* **Input data**
+ + + +
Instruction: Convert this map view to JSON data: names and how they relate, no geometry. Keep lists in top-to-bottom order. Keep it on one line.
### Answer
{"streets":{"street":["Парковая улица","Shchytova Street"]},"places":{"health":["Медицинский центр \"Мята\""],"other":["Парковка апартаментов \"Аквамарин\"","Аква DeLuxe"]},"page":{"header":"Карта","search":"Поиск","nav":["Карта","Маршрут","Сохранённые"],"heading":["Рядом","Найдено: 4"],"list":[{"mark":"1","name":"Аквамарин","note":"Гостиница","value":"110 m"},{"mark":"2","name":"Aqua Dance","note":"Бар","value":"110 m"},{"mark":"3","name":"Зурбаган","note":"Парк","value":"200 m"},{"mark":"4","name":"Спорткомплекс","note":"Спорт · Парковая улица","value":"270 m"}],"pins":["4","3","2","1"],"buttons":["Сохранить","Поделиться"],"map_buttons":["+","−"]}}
+ + + +
* **Task**
Retype the material in full, keeping each line exactly as it is.

* **Response for this exercise**
Instruction: Convert this map view to JSON data: names and how they relate, no geometry. Keep lists in top-to-bottom order. Keep it on one line.
### Answer
{"streets":{"street":["Парковая улица","Shchytova Street"]},"places":{"health":["Медицинский центр \"Мята\""],"other":["Парковка апартаментов \"Аквамарин\"","Аква DeLuxe"]},"page":{"header":"Карта","search":"Поиск","nav":["Карта","Маршрут","Сохранённые"],"heading":["Рядом","Найдено: 4"],"list":[{"mark":"1","name":"Аквамарин","note":"Гостиница","value":"110 m"},{"mark":"2","name":"Aqua Dance","note":"Бар","value":"110 m"},{"mark":"3","name":"Зурбаган","note":"Парк","value":"200 m"},{"mark":"4","name":"Спорткомплекс","note":"Спорт · Парковая улица","value":"270 m"}],"pins":["4","3","2","1"],"buttons":["Сохранить","Поделиться"],"map_buttons":["+","−"]}}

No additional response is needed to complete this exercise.